Aligning Time Series on Incomparable Spaces
Samuel Cohen, Giulia Luise, Alexander Terenin, Brandon Amos, Marc, Peter Deisenroth

TL;DR
This paper introduces Gromov dynamic time warping (GDTW), a novel method for aligning and comparing time series on different, incomparable spaces by focusing on intra-relational geometry, overcoming limitations of traditional DTW.
Contribution
The paper proposes GDTW, a new distance measure for time series on incomparable spaces, and a differentiable version for applications like averaging, generative modeling, and imitation learning.
Findings
GDTW effectively aligns and compares time series on different spaces.
The differentiable GDTW facilitates optimization in various learning tasks.

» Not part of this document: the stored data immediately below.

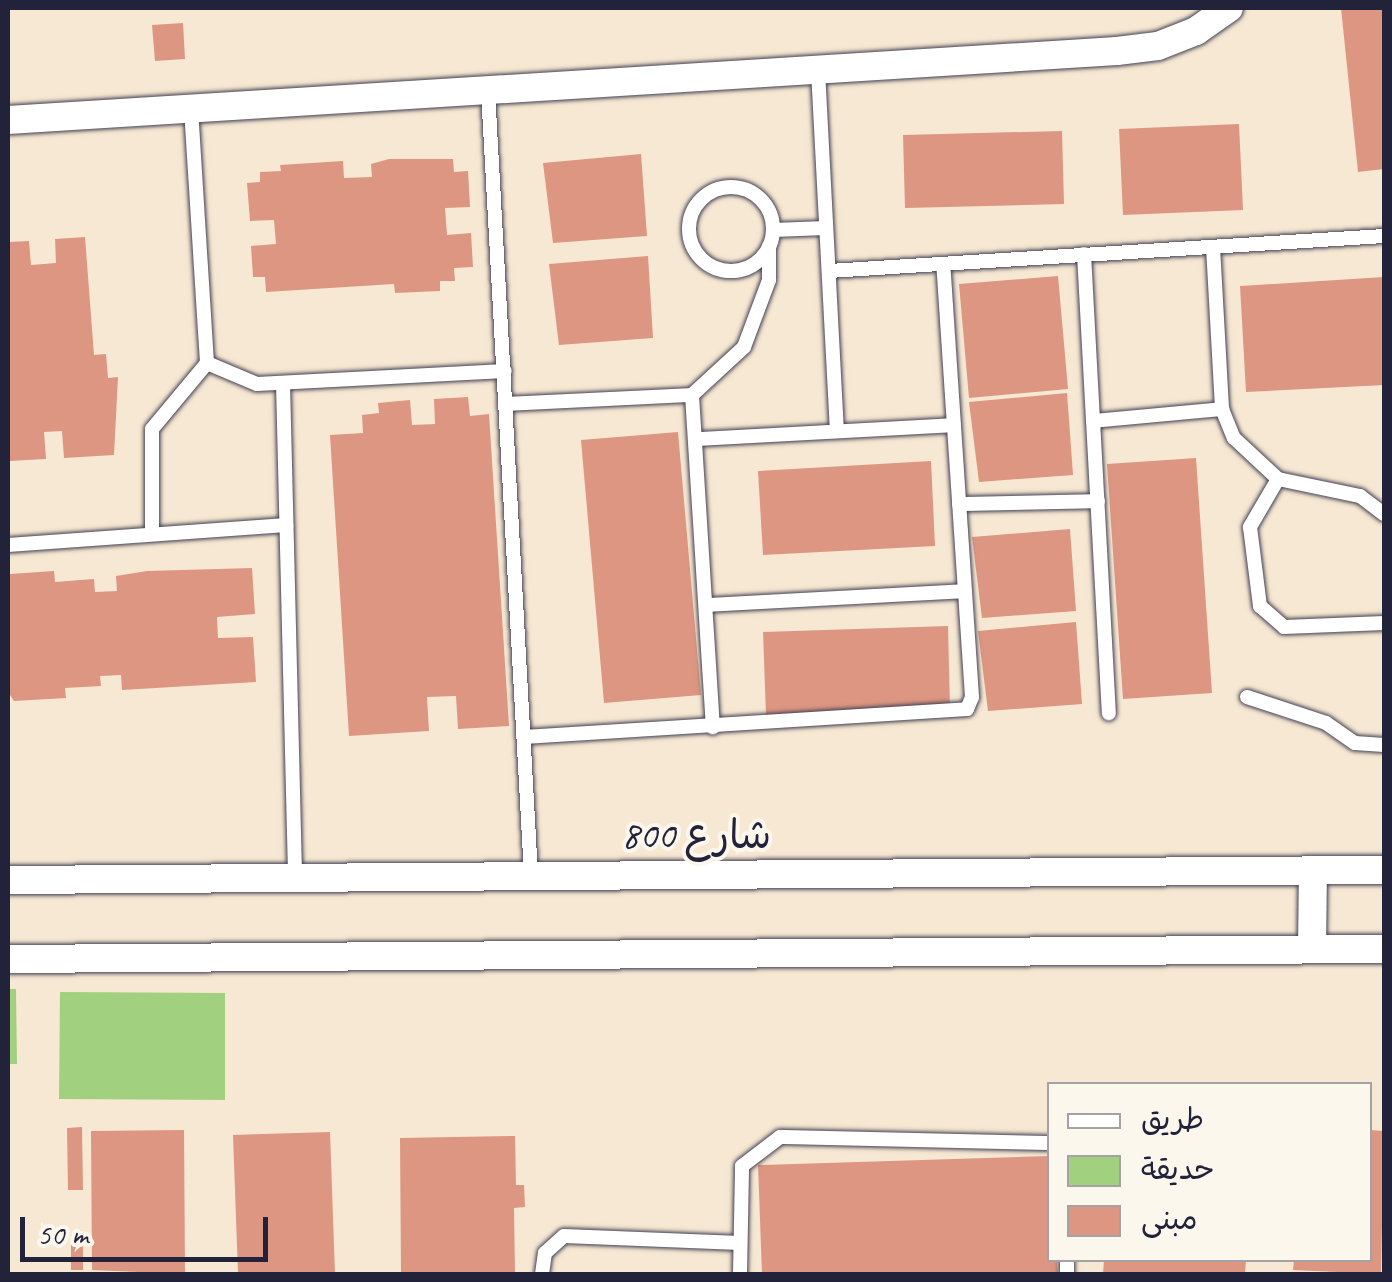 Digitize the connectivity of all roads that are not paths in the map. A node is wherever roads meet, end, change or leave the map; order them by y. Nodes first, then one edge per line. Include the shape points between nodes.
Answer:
1 (1229, 8) edge
2 (818, 70) junction
3 (488, 91) junction
4 (191, 109) junction
5 (8, 120) edge
6 (826, 228) junction
7 (1384, 236) edge
8 (771, 238) junction
9 (1214, 246) junction
10 (1084, 254) junction
11 (943, 264) junction
12 (829, 271) junction
13 (207, 363) junction
14 (504, 370) junction
15 (283, 383) junction
16 (692, 395) junction
17 (506, 404) junction
18 (1222, 409) junction
19 (1093, 422) junction
20 (954, 425) junction
21 (837, 431) junction
22 (699, 438) junction
23 (1278, 480) junction
24 (1098, 500) junction
25 (959, 504) junction
26 (1384, 514) edge
27 (286, 525) junction
28 (152, 534) junction
29 (8, 545) edge
30 (965, 591) junction
31 (707, 605) junction
32 (1384, 623) edge
33 (1247, 697) dead end
34 (1110, 712) dead end
35 (713, 727) junction
36 (524, 738) junction
37 (1384, 745) edge
38 (1313, 870) junction
39 (1384, 870) edge
40 (531, 876) junction
41 (295, 878) junction
42 (8, 880) edge
43 (1312, 949) junction
44 (1384, 949) edge
45 (8, 959) edge
46 (1047, 1143) edge
47 (740, 1244) junction
48 (542, 1274) edge
49 (740, 1274) edge

1 - 2 street via 1158,46
2 - 3 street
2 - 6 lane
3 - 4 street
3 - 14 lane
4 - 5 street
4 - 13 lane
6 - 8 lane
6 - 12 lane
7 - 9 lane
8 - 8 lane via 764,203 740,188 712,192 692,214 689,228 698,256 723,271 752,266
8 - 16 lane via 769,280 744,347
9 - 10 lane
9 - 18 lane
10 - 11 lane
10 - 19 lane
11 - 12 lane
11 - 20 lane
12 - 21 lane
13 - 15 lane via 243,382
13 - 28 lane via 152,429
14 - 15 lane
14 - 17 lane
15 - 27 lane
16 - 17 lane
16 - 22 lane
17 - 36 lane
18 - 19 lane
18 - 23 lane via 1244,450
19 - 24 lane
20 - 21 lane
20 - 25 lane
21 - 22 lane
22 - 31 lane
23 - 26 lane via 1360,496
23 - 32 lane via 1250,527 1260,606 1284,627
24 - 25 lane
24 - 34 lane
25 - 30 lane
27 - 28 lane
27 - 41 lane
28 - 29 lane
30 - 31 lane
30 - 35 lane via 972,697 966,709
31 - 35 lane
33 - 37 lane via 1326,723 1355,743
35 - 36 lane
36 - 40 lane
38 - 39 street, شارع 800
38 - 40 street, شارع 800
38 - 43 street
40 - 41 street, شارع 800
41 - 42 street, شارع 800
43 - 44 street
43 - 45 street
46 - 47 lane via 780,1137 742,1166
47 - 48 lane via 564,1236 545,1252
47 - 49 lane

GDTW outperforms traditional DTW in settings with incomparable spaces.
Abstract
Dynamic time warping (DTW) is a useful method for aligning, comparing and combining time series, but it requires them to live in comparable spaces. In this work, we consider a setting in which time series live on different spaces without a sensible ground metric, causing DTW to become ill-defined. To alleviate this, we propose Gromov dynamic time warping (GDTW), a distance between time series on potentially incomparable spaces that avoids the comparability requirement by instead considering intra-relational geometry. We demonstrate its effectiveness at aligning, combining and comparing time series living on incomparable spaces. We further propose a smoothed version of GDTW as a differentiable loss and assess its properties in a variety of settings, including barycentric averaging, generative modeling and imitation learning.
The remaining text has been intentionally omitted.